How to install a vessel sink
Vessel sinks are becoming ever trendier in modern bathrooms because of their clean lines and eye-catching style. That’s why, if you’ve decided on a new white vessel sink for your master bath design, you’re likely very excited about your elegant choice.
One great way to save a little bit of money on bathroom remodels is to take on some of the work yourself. The good news? Vessel sinks are pretty easy to install. If you’re planning on adding a vessel sink to your bathroom, take a look at this installation guide to help you through the process:
“Vessel sinks will add around 6 inches to the vanity’s height.”
Top-mount vs. recessed installations
Vessel sinks come in a variety of shapes and sizes, and they can be installed in one of two ways: on top of the counter or recessed. Top-mount installations are when the sink is positioned on top of the counter. Keep in mind that these usually require the countertop to be lower than typical bathrooms, since a top-mount installation will add around 6 inches to the height of the vanity. Recessed installations are when a large hole is cut out of the countertop so that the sink can be partially lowered into it. Recessed installations are only an option if you’re using a round bowl-shaped sink that isn’t made of glass. Glass sinks or vessel sinks of any other shape must be mounted on top of the counter.

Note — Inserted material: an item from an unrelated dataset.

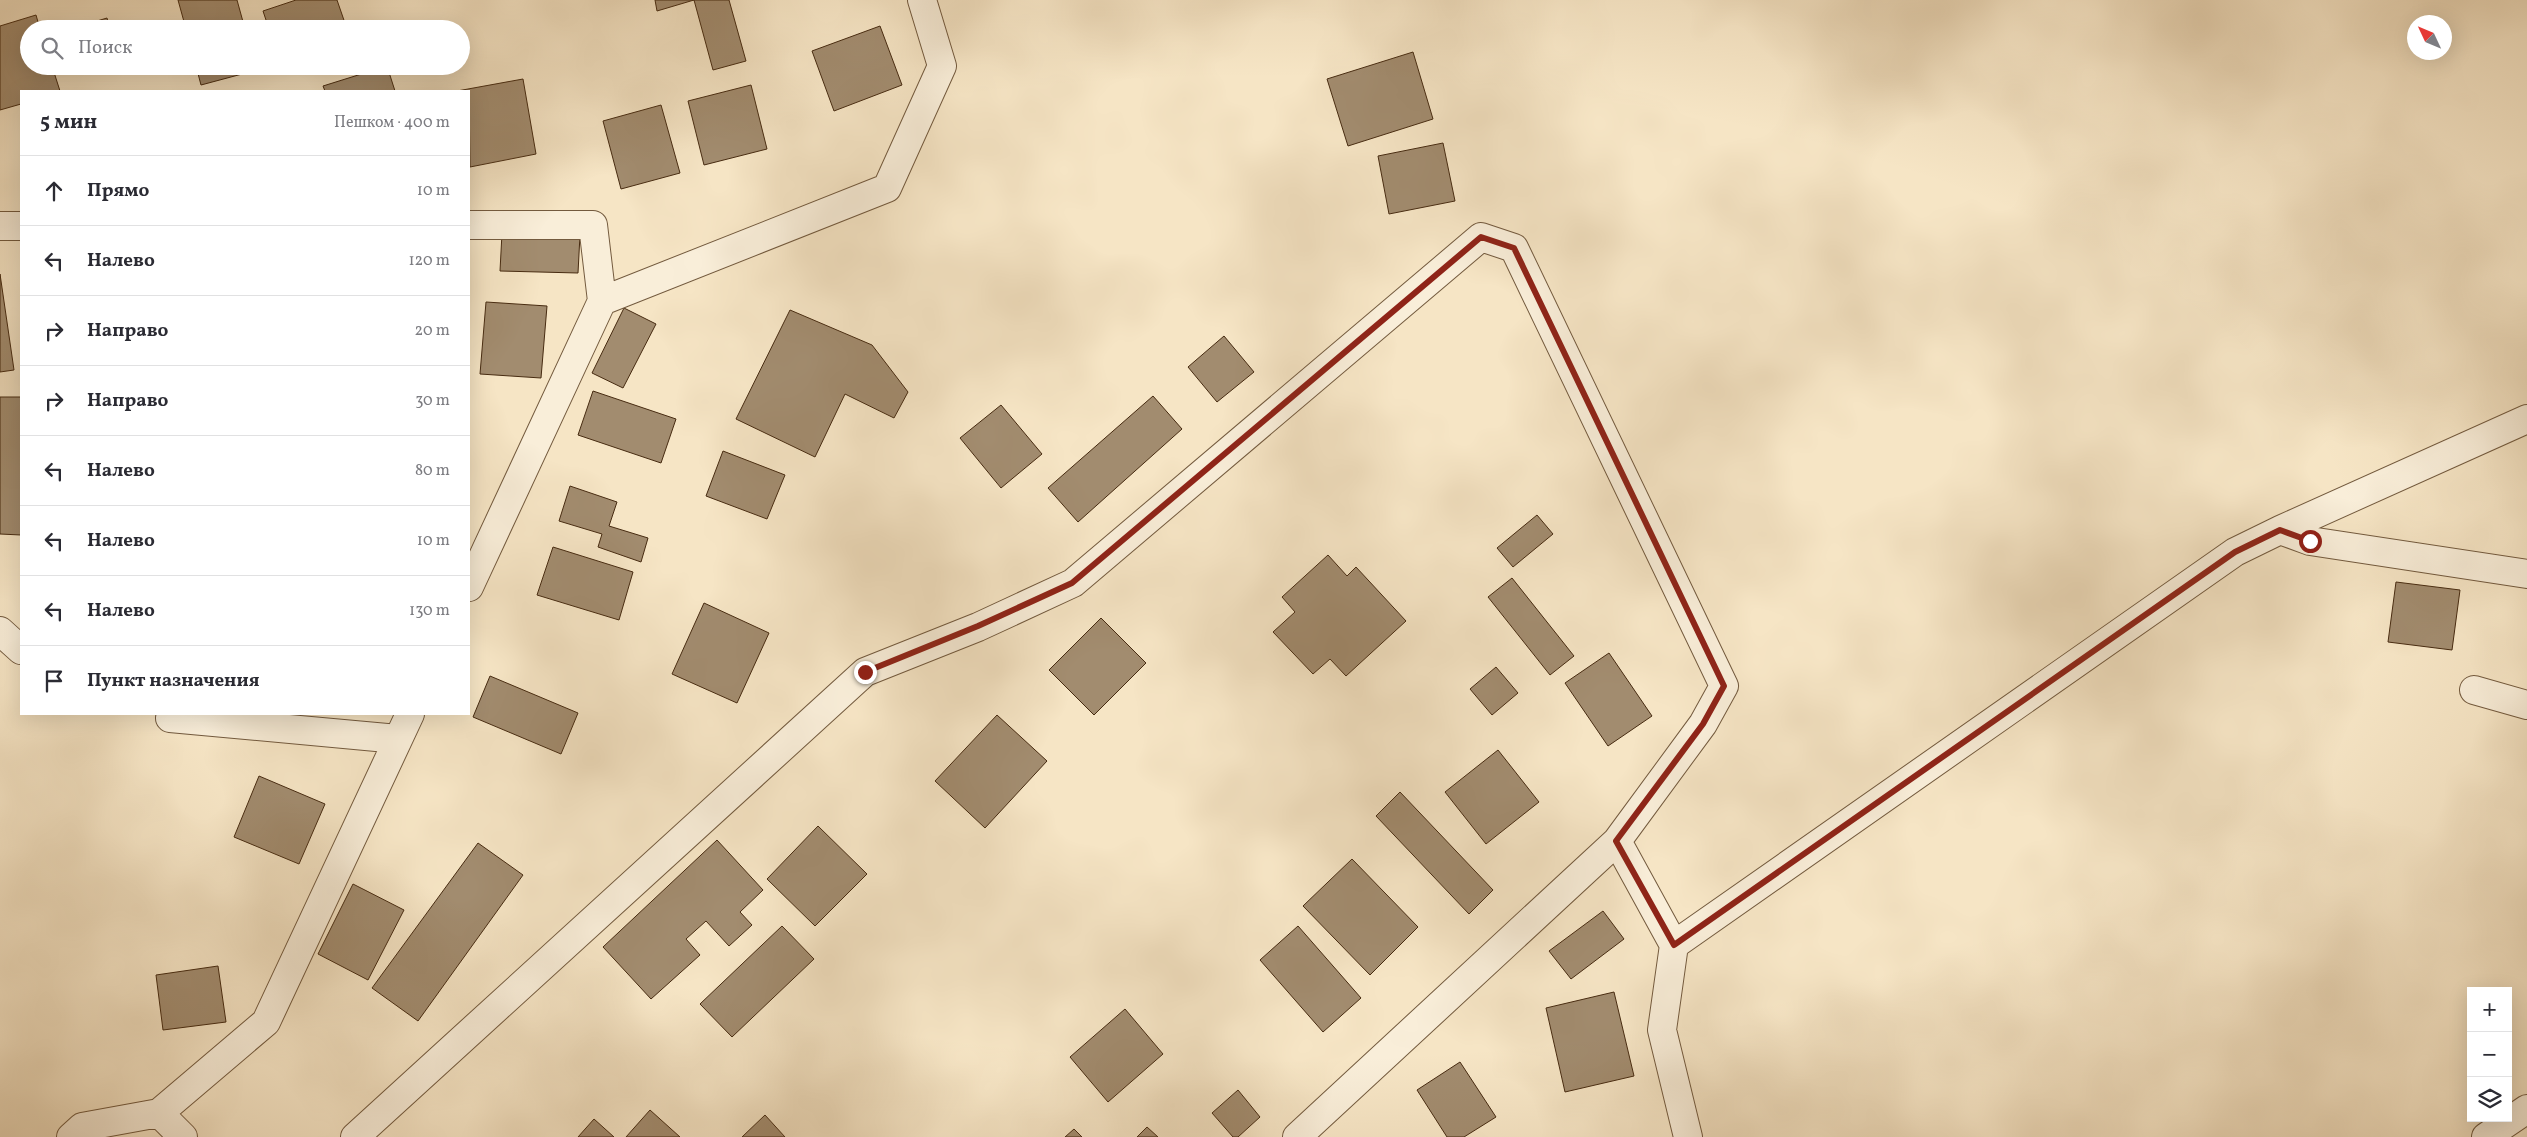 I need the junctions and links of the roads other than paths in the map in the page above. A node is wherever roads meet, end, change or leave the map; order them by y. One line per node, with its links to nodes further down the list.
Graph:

Before beginning your sink installation, there are a few things you should keep in mind. First of all, it’s important to make sure you purchase a drain that will suit your sink’s design. Pay special attention to the size of the drain hole in your new sink (they’re typically 1 1/2 inches) and whether your sink has an overflow hole. If it does, you’ll need a drain with an overflow attachment.
Also, many vessel sinks require deck-mounted bathroom faucets (ones that attach to the counter rather than the sink itself). If your sink does not have a hole, your faucet will need to be installed in your countertop. Install the faucet before installing the sink, as they’re usually located behind the sink and will be hard to access after the installation is complete.
Finally, for many countertops, it’s recommended to have a professional drill the appropriate holes for the drain and faucet, rather than doing it yourself. This will ensure the counter doesn’t become damaged. If you’re simply drilling through wood (say, if you’re renovating an old dresser as your bathroom vanity), doing it yourself may be an option, but take care when measuring the drain and faucet holes and make sure they’re positioned correctly.
Position the sink
To get started with the installation, position the sink over the pre-drilled drain hole. If you’re using a glass sink or a bowl- or cone-shaped sink, you’ll want to use a mounting ring to give the sink’s bottom a wider surface area and make it more stable. A recessed vessel sink will not require a mounting ring. Make sure the sink’s drain hole is aligned with the countertop’s and that the sink is facing the right direction.
Install the drain
Your drain will act as an anchor, keeping the sink in place. To install the drain, first apply a small amount of plumber’s putty on the underside (the part that will rest in the sink’s basin). If the drain comes with a rubber or foam gasket for the top of the drain, the putty won’t be necessary. Then, lower the drain into the sink carefully, making sure it’s centered. Then, depending on your drain’s assembly, place a gasket or O-ring on the drain pipe from underneath the counter, followed by a washer. You can tighten the washer with your hands first, and then use pliers, but be careful not to tighten the washer too much, or the sink could crack.
Connect the plumbing
The final step is to connect your bathroom’s drain trap to the sink drain you just installed. If the drain is a standard 1 1/2-inch size, you should be able to use the drain trap and fittings that are already in place. Turn the water valves on and test the sink for leaks. If you want, you can caulk around the underside of the drain to make sure you avoid leaks in the future.